### AIM OF THE TASK
Where a line of the entries holds the string "between", copy that line.

### DATA UNDER STUDY
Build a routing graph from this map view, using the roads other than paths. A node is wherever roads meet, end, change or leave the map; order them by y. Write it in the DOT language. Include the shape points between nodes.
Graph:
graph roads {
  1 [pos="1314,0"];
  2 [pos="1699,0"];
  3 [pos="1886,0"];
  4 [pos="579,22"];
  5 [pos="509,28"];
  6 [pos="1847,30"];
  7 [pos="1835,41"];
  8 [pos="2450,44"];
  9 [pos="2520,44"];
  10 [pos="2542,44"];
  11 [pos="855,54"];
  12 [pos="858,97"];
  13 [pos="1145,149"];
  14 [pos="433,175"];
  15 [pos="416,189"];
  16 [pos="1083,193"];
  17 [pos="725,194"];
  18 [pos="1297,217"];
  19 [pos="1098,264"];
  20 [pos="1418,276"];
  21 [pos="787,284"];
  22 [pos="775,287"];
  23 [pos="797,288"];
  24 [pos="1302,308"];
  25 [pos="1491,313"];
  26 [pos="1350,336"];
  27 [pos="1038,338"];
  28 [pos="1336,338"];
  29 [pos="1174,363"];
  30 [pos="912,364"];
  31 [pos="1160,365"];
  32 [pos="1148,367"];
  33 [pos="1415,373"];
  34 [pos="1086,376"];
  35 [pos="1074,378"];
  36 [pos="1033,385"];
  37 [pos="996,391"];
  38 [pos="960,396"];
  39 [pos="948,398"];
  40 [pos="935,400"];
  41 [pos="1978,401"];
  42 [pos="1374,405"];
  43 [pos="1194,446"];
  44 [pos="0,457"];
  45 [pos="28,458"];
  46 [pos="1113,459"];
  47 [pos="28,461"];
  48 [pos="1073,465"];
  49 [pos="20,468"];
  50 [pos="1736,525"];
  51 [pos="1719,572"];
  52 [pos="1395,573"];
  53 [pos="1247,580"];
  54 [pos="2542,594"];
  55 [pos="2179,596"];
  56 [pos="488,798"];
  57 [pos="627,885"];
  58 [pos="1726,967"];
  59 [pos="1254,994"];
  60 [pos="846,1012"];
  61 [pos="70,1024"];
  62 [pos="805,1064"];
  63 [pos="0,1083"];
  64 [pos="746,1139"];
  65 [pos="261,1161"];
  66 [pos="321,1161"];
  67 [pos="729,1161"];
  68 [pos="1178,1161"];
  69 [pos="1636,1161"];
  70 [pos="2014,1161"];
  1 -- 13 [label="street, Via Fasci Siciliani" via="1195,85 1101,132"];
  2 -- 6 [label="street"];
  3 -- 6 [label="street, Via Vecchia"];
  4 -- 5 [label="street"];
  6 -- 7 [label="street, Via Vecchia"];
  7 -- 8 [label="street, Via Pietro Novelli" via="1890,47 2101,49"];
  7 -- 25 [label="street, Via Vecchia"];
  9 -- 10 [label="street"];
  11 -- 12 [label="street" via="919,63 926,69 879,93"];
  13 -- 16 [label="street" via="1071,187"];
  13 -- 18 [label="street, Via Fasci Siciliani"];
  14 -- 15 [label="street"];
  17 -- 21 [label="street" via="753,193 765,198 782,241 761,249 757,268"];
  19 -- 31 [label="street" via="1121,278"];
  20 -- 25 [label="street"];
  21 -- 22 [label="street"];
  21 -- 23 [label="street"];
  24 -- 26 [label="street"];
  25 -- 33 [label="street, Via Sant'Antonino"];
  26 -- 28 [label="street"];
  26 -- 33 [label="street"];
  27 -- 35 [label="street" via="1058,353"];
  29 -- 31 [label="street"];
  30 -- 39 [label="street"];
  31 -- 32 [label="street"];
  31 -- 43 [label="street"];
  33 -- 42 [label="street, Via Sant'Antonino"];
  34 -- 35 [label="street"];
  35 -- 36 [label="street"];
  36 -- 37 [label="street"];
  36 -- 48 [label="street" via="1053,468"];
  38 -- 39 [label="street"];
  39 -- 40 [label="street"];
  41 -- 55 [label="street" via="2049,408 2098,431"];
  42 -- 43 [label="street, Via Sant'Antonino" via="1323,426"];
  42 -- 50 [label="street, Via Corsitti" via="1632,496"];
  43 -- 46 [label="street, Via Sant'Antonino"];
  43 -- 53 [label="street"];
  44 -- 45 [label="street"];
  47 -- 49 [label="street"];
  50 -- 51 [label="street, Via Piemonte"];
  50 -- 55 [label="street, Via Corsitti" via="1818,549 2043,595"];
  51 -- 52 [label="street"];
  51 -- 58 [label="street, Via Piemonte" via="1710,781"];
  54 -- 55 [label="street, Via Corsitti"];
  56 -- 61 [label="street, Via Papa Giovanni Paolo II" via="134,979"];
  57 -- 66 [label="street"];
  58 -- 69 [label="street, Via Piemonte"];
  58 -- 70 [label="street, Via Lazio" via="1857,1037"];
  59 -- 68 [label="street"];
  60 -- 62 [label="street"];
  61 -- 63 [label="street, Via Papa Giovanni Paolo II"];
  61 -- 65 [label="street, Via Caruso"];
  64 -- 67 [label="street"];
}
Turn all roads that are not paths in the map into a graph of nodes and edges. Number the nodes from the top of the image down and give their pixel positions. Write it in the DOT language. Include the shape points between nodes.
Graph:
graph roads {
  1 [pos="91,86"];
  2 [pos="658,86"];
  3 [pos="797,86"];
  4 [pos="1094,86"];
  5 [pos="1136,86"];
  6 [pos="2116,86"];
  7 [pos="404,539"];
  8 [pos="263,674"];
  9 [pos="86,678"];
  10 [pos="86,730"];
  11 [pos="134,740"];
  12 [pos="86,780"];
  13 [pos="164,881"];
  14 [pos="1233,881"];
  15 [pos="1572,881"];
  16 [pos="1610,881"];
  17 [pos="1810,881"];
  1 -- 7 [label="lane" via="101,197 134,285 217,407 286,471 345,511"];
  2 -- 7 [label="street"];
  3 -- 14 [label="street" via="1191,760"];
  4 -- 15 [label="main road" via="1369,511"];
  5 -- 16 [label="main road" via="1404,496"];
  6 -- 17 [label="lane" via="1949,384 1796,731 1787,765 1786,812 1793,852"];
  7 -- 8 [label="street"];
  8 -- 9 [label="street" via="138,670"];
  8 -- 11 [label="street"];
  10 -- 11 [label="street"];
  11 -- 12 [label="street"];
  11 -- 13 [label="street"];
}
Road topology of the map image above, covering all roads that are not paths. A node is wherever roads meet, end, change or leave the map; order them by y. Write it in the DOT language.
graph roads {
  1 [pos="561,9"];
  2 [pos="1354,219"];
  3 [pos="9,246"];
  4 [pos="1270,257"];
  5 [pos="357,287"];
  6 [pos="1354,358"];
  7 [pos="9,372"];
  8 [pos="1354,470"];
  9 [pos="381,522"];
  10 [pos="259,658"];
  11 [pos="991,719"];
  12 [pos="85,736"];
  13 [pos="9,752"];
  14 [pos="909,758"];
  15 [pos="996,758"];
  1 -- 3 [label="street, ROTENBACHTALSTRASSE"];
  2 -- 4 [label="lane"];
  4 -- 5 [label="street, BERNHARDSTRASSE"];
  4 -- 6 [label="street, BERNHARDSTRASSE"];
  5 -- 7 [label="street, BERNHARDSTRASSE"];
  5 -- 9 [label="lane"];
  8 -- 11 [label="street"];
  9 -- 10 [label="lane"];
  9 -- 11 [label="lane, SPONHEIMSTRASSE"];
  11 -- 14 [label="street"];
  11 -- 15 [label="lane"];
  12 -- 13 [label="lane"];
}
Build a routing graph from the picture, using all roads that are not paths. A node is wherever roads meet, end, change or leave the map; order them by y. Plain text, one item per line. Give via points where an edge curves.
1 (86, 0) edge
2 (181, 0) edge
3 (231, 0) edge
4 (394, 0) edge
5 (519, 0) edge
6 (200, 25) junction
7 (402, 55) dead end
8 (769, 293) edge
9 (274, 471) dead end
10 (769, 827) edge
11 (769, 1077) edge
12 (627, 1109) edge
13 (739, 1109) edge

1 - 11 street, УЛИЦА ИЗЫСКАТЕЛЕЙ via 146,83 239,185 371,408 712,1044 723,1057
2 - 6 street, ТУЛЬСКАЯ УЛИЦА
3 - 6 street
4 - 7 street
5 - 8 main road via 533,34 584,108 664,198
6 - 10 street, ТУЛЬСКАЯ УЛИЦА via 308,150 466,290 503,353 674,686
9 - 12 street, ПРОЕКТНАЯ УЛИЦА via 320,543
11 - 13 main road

### COMPLETED TASK
Build a routing graph from this map view, using the roads other than paths. A node is wherever roads meet, end, change or leave the map; order them by y. Write it in the DOT language. Include the shape points between nodes.
Turn all roads that are not paths in the map into a graph of nodes and edges. Number the nodes from the top of the image down and give their pixel positions. Write it in the DOT language. Include the shape points between nodes.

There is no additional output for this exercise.